── DATA SECTION

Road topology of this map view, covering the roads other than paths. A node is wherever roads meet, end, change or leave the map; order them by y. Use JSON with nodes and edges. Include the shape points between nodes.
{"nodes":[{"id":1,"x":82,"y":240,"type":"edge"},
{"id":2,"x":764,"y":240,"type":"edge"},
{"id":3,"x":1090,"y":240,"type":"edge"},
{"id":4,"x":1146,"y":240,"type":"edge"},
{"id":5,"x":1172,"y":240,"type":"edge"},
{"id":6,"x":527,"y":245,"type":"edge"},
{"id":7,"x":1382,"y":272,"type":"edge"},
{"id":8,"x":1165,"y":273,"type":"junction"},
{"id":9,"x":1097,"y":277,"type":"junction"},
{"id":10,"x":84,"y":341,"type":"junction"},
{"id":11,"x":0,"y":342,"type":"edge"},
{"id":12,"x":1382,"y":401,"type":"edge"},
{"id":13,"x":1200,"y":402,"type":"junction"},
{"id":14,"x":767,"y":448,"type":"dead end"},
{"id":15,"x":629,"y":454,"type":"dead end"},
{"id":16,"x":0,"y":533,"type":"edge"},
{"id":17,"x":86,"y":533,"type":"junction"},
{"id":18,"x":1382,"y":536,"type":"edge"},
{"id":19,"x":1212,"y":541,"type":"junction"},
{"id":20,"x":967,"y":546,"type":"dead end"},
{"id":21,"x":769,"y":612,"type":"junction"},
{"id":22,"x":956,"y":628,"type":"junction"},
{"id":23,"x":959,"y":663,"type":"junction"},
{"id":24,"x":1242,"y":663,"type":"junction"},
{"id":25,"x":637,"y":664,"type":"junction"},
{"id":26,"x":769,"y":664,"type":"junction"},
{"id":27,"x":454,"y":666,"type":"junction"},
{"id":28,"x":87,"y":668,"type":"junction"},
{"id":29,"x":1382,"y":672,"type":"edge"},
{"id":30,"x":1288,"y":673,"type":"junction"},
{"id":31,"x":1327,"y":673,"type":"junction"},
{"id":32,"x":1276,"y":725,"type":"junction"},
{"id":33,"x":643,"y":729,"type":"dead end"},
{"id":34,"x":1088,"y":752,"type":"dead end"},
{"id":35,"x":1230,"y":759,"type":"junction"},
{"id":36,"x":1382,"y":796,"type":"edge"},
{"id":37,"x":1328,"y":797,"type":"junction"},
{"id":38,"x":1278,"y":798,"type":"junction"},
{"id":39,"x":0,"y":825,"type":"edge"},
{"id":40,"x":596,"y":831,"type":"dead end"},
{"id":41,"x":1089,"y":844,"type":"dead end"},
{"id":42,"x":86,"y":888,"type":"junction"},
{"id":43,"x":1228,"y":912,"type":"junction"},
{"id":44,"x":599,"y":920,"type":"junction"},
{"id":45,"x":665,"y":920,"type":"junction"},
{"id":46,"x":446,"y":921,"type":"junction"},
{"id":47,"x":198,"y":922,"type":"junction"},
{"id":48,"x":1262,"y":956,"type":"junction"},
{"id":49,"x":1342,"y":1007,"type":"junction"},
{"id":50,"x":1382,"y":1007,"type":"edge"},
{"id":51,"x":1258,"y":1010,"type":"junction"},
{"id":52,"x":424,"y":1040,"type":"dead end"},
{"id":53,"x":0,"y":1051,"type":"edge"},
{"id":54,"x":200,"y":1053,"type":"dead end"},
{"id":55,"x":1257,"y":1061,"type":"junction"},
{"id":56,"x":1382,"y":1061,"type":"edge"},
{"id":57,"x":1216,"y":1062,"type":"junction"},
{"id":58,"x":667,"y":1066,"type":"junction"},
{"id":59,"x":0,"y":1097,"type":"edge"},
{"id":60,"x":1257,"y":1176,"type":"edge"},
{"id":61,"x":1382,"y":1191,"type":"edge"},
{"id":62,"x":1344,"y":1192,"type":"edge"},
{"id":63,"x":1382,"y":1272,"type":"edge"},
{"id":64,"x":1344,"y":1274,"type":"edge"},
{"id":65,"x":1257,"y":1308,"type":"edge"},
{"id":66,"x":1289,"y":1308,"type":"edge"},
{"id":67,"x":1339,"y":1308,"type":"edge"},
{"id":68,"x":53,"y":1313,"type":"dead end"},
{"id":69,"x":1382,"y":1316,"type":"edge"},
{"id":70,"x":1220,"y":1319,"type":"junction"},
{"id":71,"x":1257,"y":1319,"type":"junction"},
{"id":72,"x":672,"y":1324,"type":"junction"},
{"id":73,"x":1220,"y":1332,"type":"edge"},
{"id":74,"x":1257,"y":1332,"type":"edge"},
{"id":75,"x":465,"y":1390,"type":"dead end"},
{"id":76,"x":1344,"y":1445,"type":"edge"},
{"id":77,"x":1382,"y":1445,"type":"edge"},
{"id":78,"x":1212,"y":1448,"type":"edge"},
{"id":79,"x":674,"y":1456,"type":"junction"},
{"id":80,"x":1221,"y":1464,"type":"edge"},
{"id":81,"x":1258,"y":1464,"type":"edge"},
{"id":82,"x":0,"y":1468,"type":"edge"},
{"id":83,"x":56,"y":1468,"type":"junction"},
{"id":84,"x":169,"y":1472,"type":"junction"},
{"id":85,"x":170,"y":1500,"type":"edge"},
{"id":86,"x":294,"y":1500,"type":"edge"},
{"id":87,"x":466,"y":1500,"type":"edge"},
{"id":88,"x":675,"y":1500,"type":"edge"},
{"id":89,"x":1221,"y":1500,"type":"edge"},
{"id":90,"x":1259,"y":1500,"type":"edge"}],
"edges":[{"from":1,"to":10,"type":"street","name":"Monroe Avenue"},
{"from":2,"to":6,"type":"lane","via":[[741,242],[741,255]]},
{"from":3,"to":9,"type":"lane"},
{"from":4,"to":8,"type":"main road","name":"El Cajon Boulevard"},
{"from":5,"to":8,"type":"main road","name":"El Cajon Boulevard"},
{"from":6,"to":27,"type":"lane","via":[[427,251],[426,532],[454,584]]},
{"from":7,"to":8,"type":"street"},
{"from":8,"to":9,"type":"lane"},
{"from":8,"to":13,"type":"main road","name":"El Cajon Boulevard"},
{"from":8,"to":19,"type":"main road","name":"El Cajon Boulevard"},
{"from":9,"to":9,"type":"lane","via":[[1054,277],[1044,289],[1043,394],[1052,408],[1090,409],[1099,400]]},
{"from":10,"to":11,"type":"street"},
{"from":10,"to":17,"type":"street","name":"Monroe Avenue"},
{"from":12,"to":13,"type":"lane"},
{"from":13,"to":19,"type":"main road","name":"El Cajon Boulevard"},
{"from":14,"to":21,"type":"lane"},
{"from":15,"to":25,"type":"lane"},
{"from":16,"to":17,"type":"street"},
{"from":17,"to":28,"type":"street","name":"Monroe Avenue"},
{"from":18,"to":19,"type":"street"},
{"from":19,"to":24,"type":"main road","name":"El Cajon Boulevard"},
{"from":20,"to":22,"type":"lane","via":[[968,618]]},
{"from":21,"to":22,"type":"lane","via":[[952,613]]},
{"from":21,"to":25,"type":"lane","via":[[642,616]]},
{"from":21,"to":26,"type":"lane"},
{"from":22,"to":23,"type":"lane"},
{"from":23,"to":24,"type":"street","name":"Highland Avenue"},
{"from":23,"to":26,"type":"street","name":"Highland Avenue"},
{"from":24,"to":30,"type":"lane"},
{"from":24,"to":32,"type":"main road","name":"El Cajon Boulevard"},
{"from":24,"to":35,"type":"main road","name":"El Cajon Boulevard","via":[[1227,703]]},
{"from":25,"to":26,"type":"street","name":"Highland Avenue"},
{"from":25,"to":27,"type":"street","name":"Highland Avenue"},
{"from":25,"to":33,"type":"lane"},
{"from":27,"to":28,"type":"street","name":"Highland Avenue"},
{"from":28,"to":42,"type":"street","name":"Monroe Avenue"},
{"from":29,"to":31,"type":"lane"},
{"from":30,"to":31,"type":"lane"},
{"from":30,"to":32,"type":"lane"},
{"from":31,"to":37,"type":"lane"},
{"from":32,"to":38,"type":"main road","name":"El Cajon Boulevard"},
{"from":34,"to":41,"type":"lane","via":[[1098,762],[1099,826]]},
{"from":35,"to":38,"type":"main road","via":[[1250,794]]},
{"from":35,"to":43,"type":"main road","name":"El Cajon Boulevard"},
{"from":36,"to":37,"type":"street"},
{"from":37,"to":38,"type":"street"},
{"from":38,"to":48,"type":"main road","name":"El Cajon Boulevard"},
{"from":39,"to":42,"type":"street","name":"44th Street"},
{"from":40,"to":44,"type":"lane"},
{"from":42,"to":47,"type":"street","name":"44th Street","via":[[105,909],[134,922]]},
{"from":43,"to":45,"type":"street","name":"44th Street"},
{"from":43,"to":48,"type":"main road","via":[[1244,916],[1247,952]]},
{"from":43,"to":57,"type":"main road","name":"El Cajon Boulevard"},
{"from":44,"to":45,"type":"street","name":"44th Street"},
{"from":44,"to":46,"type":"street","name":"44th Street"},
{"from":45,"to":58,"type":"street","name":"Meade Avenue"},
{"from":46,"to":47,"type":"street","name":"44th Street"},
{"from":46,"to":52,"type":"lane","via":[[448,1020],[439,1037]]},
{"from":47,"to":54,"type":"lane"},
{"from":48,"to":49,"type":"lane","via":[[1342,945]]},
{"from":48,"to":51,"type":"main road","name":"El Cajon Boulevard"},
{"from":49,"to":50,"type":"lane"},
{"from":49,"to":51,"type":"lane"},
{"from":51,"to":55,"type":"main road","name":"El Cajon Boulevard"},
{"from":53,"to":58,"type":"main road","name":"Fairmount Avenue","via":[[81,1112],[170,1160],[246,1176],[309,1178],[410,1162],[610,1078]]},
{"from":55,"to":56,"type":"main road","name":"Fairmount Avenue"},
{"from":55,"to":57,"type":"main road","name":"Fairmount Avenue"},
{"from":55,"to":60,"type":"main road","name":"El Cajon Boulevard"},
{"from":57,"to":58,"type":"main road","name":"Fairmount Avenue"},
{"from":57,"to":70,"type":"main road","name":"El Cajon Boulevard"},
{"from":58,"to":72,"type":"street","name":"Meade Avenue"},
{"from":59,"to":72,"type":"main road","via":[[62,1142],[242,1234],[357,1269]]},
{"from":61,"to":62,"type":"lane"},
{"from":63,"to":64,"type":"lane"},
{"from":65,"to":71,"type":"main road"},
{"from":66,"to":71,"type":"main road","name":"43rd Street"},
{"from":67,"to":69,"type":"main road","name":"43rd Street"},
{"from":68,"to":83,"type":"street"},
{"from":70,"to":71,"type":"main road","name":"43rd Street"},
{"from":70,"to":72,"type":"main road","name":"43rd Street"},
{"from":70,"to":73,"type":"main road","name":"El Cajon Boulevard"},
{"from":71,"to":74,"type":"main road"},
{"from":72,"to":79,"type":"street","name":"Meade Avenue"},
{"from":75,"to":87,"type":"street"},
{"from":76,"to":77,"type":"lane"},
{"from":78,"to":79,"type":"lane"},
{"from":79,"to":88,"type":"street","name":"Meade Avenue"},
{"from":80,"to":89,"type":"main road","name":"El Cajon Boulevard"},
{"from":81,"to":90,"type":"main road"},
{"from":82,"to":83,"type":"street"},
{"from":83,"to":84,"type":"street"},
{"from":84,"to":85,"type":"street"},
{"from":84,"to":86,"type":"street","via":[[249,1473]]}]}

────

### PROBLEM DETAILS
Read the entries above, then pull out the lines that include "Meade".

### FINISHED TASK
{"from":45,"to":58,"type":"street","name":"Meade Avenue"},
{"from":58,"to":72,"type":"street","name":"Meade Avenue"},
{"from":72,"to":79,"type":"street","name":"Meade Avenue"},
{"from":79,"to":88,"type":"street","name":"Meade Avenue"},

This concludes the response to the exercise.